### WHAT THIS TASK INVOLVES
Please copy every line of the data in which the string "Right" appears.

(Human keypoint data)
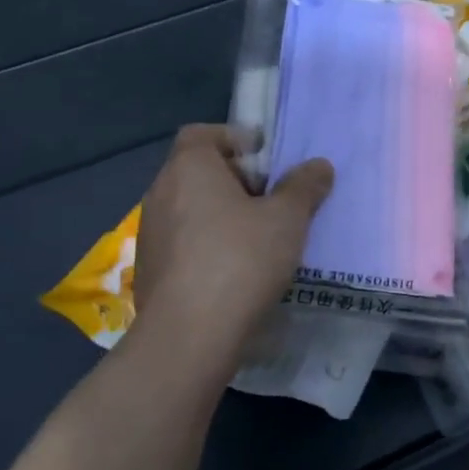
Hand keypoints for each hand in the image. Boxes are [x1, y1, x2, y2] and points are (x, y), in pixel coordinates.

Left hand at [130, 124, 333, 369]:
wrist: (189, 336)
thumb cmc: (240, 259)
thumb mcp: (287, 218)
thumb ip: (304, 186)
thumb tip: (318, 165)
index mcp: (189, 167)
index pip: (203, 133)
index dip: (236, 139)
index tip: (267, 158)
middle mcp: (161, 192)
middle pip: (198, 170)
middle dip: (236, 179)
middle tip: (272, 199)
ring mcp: (150, 233)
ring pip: (191, 208)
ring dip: (222, 214)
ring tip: (259, 237)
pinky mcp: (149, 270)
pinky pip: (183, 242)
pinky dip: (207, 244)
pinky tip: (235, 270)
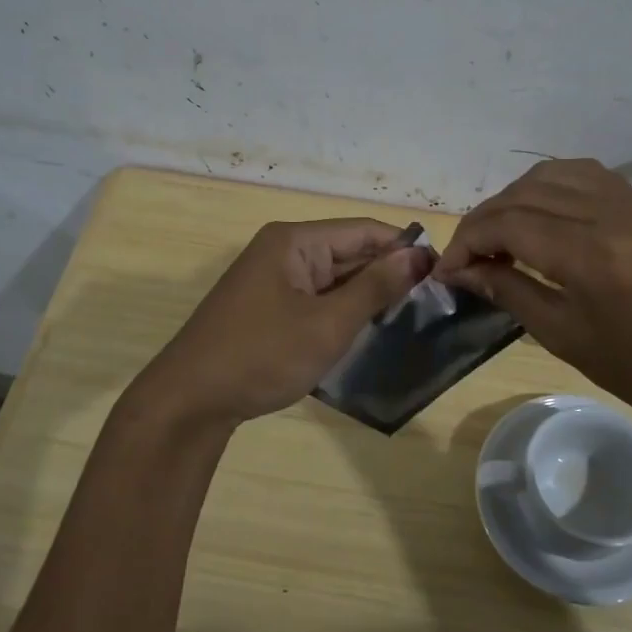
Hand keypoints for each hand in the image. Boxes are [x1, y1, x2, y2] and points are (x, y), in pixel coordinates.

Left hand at [136, 218, 429, 427]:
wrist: (190, 401)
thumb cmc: (262, 356)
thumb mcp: (328, 324)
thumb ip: (375, 287)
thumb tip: (418, 256)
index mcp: (294, 241)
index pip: (363, 230)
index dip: (404, 247)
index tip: (441, 272)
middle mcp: (282, 250)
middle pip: (347, 251)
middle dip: (387, 272)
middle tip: (432, 300)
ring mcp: (271, 279)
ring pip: (332, 277)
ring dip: (365, 294)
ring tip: (409, 316)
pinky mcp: (266, 306)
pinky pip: (315, 297)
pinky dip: (341, 310)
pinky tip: (367, 328)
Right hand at [436, 159, 631, 441]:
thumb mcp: (566, 337)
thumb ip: (510, 292)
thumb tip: (463, 272)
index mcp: (589, 254)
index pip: (506, 224)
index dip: (466, 243)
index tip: (446, 271)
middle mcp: (610, 212)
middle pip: (524, 194)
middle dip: (483, 221)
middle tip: (466, 257)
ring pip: (552, 174)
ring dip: (514, 198)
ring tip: (499, 235)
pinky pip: (585, 175)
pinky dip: (550, 187)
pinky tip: (540, 216)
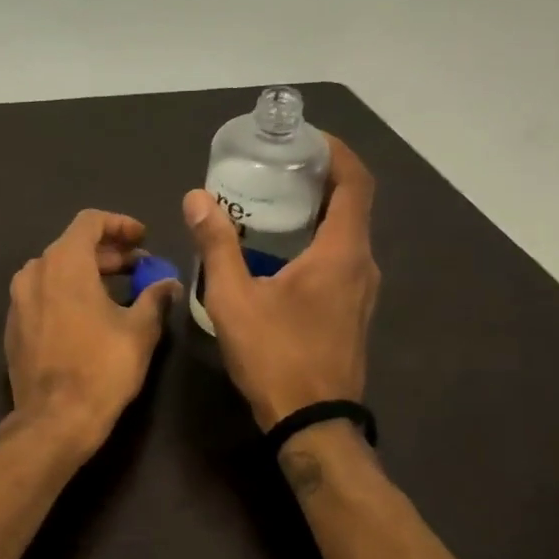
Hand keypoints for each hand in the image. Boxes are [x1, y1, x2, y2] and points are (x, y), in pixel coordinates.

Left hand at [2, 210, 179, 453]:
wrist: (53, 420)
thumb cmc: (101, 367)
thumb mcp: (139, 330)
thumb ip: (154, 297)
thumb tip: (168, 283)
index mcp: (64, 263)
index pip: (90, 221)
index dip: (120, 224)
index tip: (143, 238)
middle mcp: (34, 272)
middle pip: (72, 245)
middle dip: (108, 253)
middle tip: (139, 266)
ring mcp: (19, 299)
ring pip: (56, 270)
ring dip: (88, 273)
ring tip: (119, 290)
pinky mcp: (14, 325)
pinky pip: (43, 294)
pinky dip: (67, 293)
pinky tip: (90, 315)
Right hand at [183, 135, 379, 429]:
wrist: (312, 421)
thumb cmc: (275, 355)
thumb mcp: (234, 298)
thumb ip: (216, 244)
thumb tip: (196, 197)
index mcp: (342, 252)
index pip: (355, 182)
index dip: (335, 152)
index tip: (305, 137)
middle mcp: (362, 264)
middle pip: (352, 203)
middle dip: (319, 176)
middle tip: (277, 164)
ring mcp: (362, 290)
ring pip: (347, 232)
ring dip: (318, 209)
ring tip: (274, 199)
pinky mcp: (353, 309)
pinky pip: (341, 257)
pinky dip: (318, 238)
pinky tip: (279, 249)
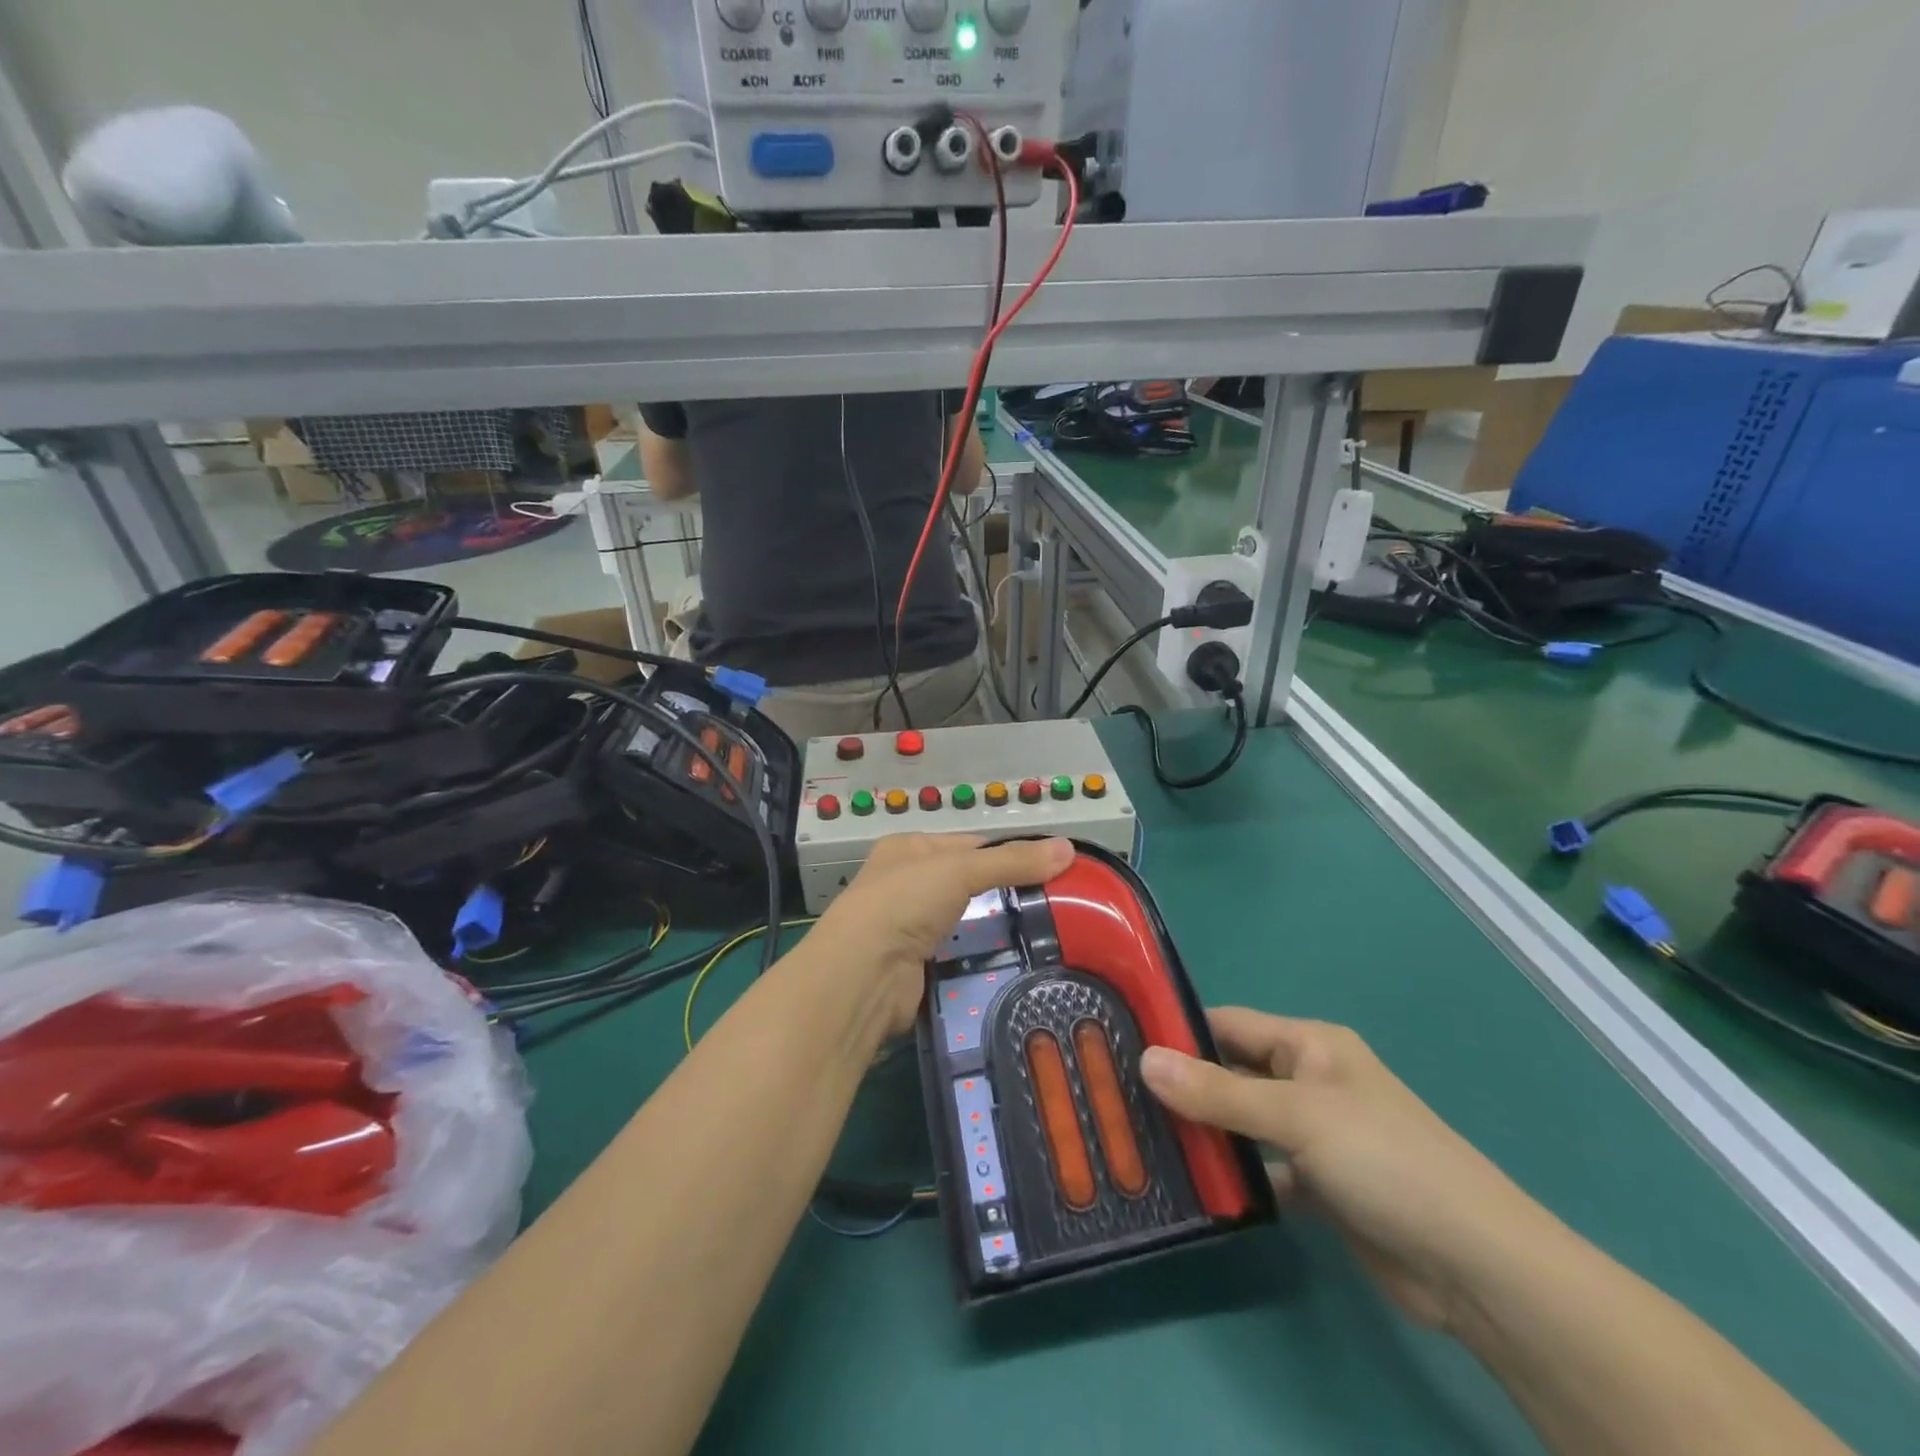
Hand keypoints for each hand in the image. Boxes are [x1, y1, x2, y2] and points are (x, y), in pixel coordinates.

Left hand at [810, 835, 1074, 1036]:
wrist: (862, 975)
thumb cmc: (904, 903)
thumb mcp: (960, 869)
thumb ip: (1013, 861)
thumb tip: (1069, 848)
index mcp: (909, 849)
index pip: (970, 845)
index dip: (1009, 854)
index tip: (1052, 869)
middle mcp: (906, 884)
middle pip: (968, 884)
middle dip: (1004, 894)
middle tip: (1057, 906)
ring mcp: (908, 927)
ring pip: (964, 922)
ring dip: (995, 929)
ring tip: (1046, 935)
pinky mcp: (916, 967)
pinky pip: (958, 956)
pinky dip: (981, 959)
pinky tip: (1014, 962)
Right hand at [1141, 1010, 1547, 1330]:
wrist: (1476, 1267)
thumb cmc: (1385, 1161)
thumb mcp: (1296, 1115)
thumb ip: (1217, 1091)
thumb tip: (1144, 1058)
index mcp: (1309, 1044)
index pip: (1228, 1024)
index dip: (1178, 1029)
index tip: (1118, 1039)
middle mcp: (1308, 1080)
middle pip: (1231, 1072)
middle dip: (1182, 1083)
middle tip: (1118, 1094)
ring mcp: (1314, 1134)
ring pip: (1242, 1122)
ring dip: (1203, 1131)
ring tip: (1138, 1137)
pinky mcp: (1319, 1185)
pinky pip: (1261, 1168)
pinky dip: (1233, 1174)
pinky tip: (1191, 1185)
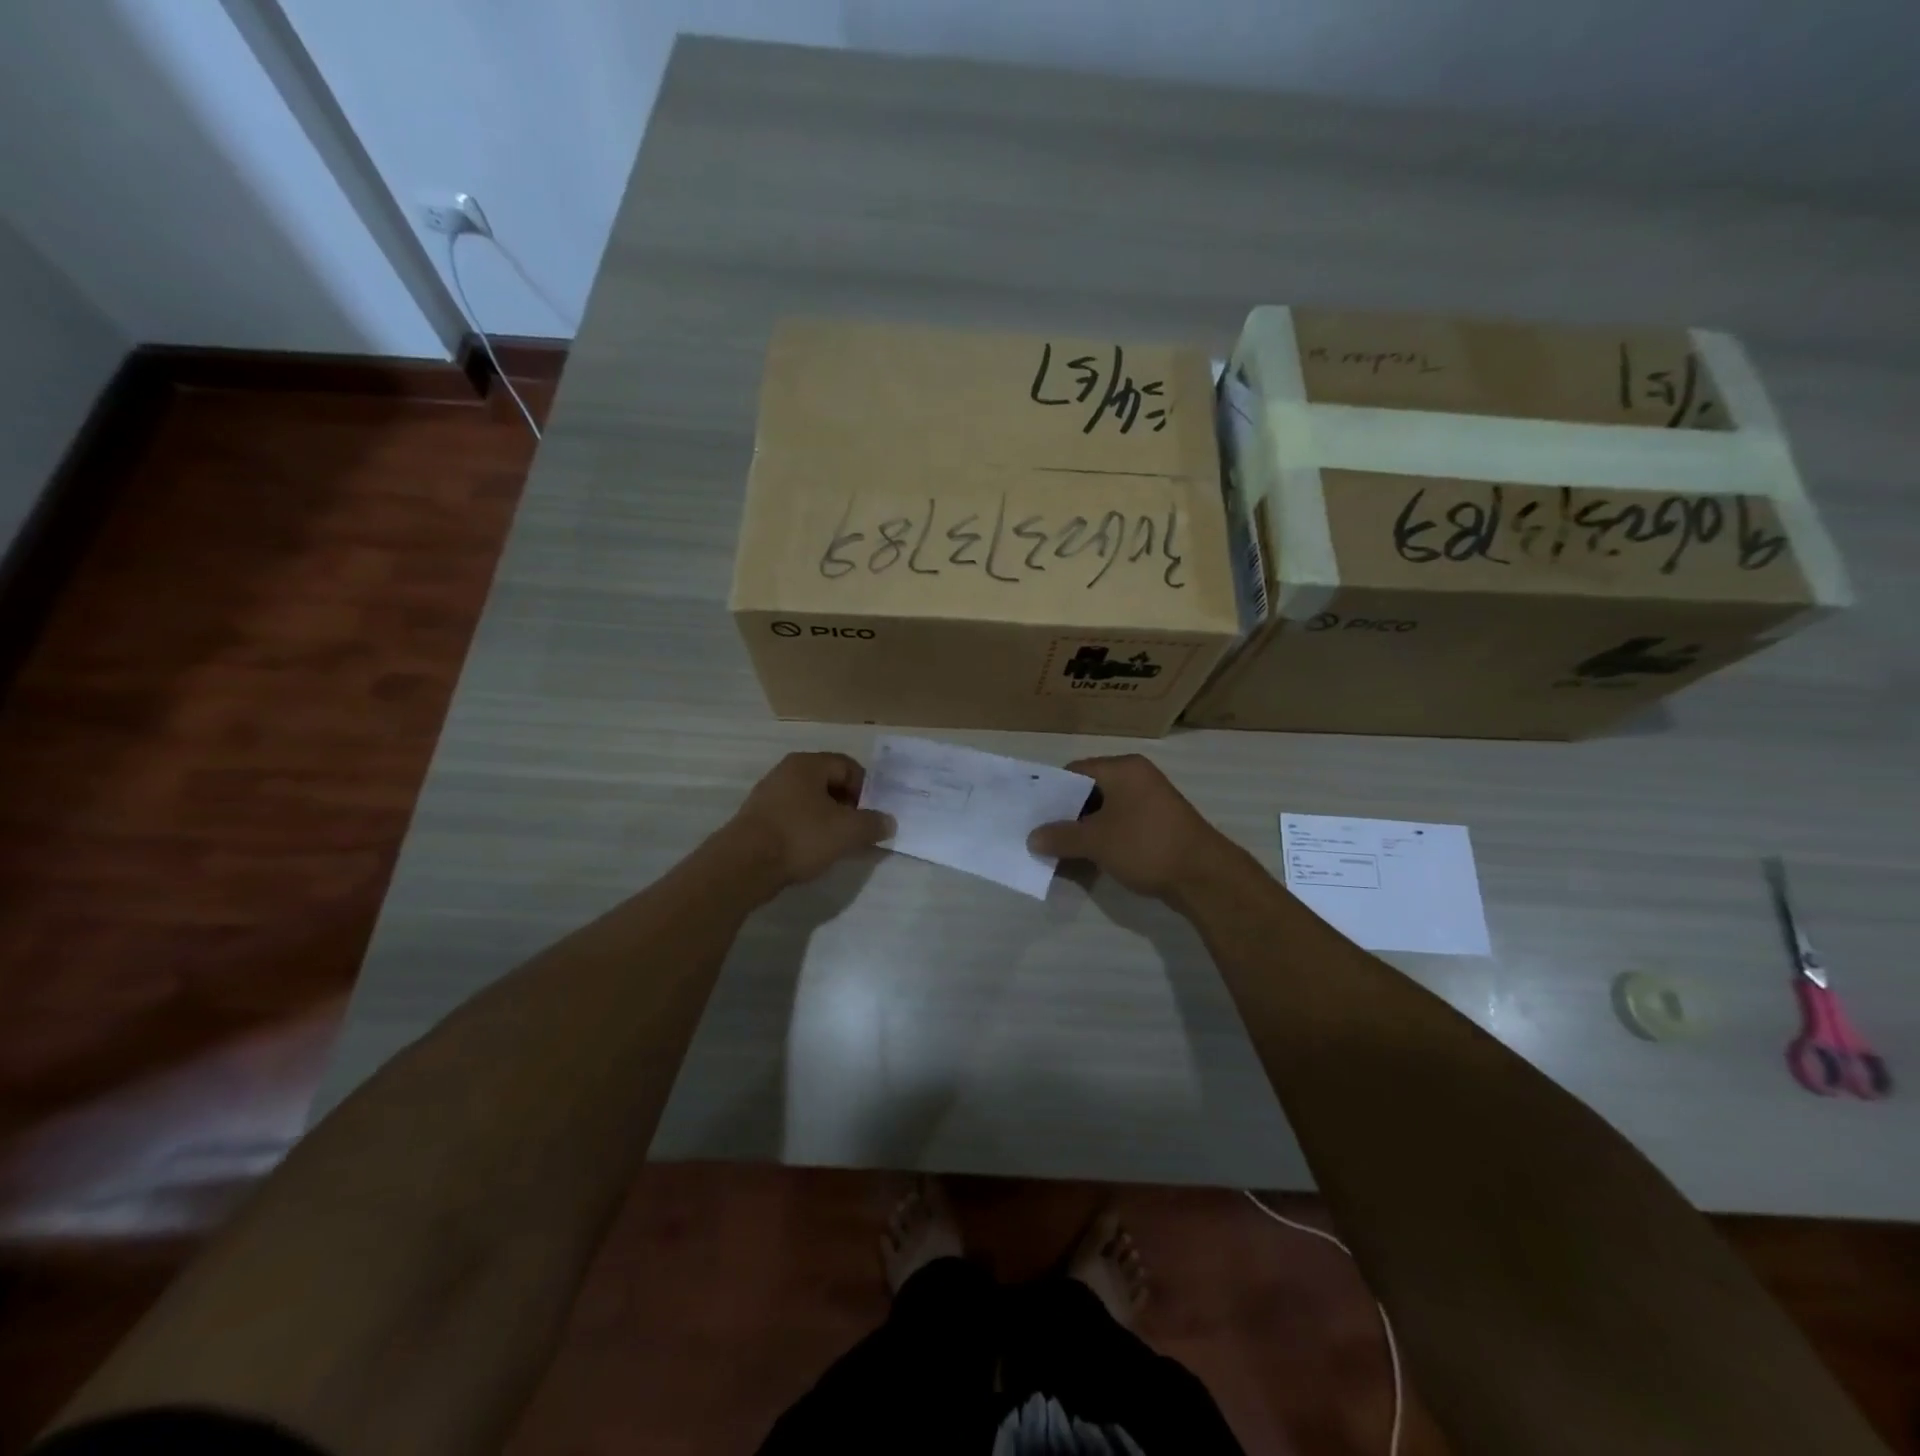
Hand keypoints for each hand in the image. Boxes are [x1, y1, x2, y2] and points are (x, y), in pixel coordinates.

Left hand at [725, 752, 892, 887]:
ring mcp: (768, 796)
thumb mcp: (848, 831)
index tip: (873, 814)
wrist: (743, 865)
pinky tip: (813, 852)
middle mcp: (786, 772)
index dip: (867, 789)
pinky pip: (794, 819)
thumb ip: (873, 824)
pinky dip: (809, 831)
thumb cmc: (800, 836)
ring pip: (811, 803)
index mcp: (808, 764)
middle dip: (849, 806)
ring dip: (829, 820)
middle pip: (829, 783)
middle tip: (860, 830)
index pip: (848, 766)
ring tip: (839, 844)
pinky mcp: (758, 820)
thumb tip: (888, 822)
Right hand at [1027, 754, 1233, 899]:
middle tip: (1041, 835)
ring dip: (1083, 831)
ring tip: (1058, 852)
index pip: (1076, 770)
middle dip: (1065, 815)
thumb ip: (1060, 837)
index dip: (1052, 791)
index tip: (1033, 813)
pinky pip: (1121, 826)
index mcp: (1123, 769)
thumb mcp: (1096, 841)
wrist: (1204, 876)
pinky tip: (1086, 861)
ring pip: (1105, 812)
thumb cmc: (1146, 845)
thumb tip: (1032, 838)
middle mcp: (1138, 778)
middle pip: (1089, 791)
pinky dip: (1103, 840)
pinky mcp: (1159, 825)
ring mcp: (1151, 802)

### FINISHED TASK
Right hand at [436, 159, 631, 441]:
Right hand at [183, 135, 379, 429]:
Right hand at [1141, 1010, 1547, 1330]:
Right hand at [1027, 754, 1233, 899]:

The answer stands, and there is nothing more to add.